Second, a hyphen is not an apostrophe, and vice versa. As Merriam-Webster (note the hyphen) tweeted, "For those looking up punctuation early on a Friday morning: A hyphen is a mark - used to divide or to compound words. An apostrophe is a mark ' used to indicate the omission of letters or figures." Others pointed out that "liddle" isn't missing anything (other than a correct spelling), so it's a mystery why an apostrophe at the end would be needed. It's not as if it was "li'l," which does need an apostrophe.

Third ... just buy a dictionary, please, and learn how to spell "describing." Seriously. I'm getting a headache here.

Hyphens, tiny punctuation that they are, have recently created an outsize uproar among those using The Associated Press Stylebook, as AP first loosened its rules on hyphens in compound modifiers (first quarter touchdown), then walked back that change (first-quarter touchdown).

As I see it, I think AP just confused people by using that particular example because the advice on when to leave hyphens out--"if the modifier is commonly recognized as one phrase, and if the meaning is clear and unambiguous without the hyphen"--is sound.

That's been my rule for quite a while, though there are a few that are commonly recognized but remain hyphenated (brand-new, for example, as well as "self-" and other such compounds). In essence, if a compound modifier can't be misconstrued or misinterpreted by the average reader, it's OK to not use a hyphen."High school student" is unlikely to be misunderstood, but "two parent homes" might be. Yes, you'll still be dinged and stared down if you use a hyphen after an -ly adverb (no more newly-formed, people!).

And if you send out grammatically incoherent social-media posts lecturing others on grammar with multiple unhyphenated compound modifiers that should be hyphenated, you'll be dragged. A lot. And deserve it.

Some words with prefixes or suffixes still require hyphens if the intended meaning could be mistaken (such as re-create versus recreate, which mean different things), but many don't need them at all (socioeconomic, multimillion, cardiogram, etc.). Use of hyphens in words like teenager will pinpoint your age a little too accurately, so steer clear unless you want to be labeled an old coot (I'm shooting for "curmudgeon," personally).

As for those apostrophes, correct use of them will endear you to many a copy editor. Watch the steam pour out of ears when someone writes "veteran's" cemetery ... unless it's for one veteran only, it's incorrect. Form a plural using an apostrophe and you might just make some heads explode (the only exception, I would say, would be if the absence of an apostrophe would indicate another word--A's when talking about grades, rather than As).

But place that apostrophe where it should be in a possessive--especially a plural possessive--and, oh, you might just get a few marriage proposals. Make room for flowers and candy.

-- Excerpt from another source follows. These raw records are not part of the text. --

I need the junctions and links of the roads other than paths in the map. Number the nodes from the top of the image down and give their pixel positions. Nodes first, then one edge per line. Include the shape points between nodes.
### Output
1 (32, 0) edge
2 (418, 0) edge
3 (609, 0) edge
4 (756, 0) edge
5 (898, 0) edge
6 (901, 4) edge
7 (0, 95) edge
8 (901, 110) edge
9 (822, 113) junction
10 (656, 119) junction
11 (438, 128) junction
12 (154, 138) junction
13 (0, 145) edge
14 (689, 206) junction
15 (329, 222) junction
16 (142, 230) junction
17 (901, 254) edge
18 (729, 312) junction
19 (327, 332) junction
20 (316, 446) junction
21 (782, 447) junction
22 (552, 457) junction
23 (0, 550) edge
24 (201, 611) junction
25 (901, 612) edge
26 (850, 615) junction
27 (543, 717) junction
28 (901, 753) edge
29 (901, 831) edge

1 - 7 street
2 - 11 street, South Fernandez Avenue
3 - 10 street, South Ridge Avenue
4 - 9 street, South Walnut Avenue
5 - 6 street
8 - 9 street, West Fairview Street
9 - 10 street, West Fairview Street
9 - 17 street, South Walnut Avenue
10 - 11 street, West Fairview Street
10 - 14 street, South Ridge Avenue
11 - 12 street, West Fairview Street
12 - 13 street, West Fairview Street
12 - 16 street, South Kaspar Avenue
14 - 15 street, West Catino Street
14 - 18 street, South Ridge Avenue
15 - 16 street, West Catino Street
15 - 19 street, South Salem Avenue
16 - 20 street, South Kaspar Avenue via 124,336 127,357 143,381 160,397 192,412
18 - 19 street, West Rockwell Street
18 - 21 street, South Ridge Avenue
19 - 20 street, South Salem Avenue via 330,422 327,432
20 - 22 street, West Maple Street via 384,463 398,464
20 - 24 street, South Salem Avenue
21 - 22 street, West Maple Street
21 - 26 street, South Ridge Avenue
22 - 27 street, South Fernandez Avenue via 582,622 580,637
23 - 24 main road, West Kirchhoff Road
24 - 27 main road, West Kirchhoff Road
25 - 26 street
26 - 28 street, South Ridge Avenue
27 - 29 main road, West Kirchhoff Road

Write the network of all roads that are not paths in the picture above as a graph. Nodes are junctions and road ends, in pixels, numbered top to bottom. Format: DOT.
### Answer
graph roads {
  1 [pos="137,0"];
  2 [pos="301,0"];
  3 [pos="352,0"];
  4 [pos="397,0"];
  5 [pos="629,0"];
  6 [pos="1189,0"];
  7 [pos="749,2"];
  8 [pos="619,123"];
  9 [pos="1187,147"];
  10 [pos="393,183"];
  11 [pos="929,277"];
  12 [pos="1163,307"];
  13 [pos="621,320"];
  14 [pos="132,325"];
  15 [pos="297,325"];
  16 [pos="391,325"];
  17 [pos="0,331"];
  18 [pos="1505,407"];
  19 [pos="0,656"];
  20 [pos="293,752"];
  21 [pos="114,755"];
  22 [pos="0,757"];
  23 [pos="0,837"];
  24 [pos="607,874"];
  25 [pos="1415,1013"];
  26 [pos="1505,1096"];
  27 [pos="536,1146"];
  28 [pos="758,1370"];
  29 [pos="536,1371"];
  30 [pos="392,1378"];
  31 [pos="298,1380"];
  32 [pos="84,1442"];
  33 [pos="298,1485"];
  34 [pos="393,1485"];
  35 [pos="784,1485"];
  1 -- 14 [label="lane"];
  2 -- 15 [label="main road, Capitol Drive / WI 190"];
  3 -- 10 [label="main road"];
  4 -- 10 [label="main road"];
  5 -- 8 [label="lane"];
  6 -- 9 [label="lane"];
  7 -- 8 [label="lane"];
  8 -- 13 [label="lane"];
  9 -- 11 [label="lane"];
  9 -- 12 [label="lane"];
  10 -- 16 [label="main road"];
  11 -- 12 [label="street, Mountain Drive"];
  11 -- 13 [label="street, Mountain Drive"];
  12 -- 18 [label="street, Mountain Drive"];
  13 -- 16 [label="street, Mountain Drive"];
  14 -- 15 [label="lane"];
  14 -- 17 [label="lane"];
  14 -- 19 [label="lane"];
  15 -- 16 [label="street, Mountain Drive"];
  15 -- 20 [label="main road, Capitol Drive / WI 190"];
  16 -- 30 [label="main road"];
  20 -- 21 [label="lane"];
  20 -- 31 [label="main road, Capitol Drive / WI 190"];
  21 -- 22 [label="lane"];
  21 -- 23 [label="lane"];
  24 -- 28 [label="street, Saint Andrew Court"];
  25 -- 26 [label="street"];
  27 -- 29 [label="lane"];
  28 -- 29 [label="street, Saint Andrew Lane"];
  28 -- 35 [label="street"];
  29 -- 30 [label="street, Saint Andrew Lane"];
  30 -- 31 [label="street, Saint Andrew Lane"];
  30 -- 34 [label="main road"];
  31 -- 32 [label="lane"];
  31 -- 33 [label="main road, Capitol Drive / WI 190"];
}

Maybe not the candy. I must inspect it first.

Words and grammar rules evolve over time, as I've noted many times. But some things will always be wrong, especially when it comes to hyphens. Using hyphens as commas or em or en dashes, or even semicolons or colons? Don't do it. Omit any of the hyphens in 70-year-old? Nope.

I can't think of anything that more illustrates the point that correct hyphen usage is essential to understanding the written word than an example I came across on the Critical Mess blog: "Yesterday we saw the dragon-slaying Prince" versus "yesterday we saw the dragon slaying Prince." Such unnecessary bloodshed for a rock legend, and all because of the lack of a hyphen.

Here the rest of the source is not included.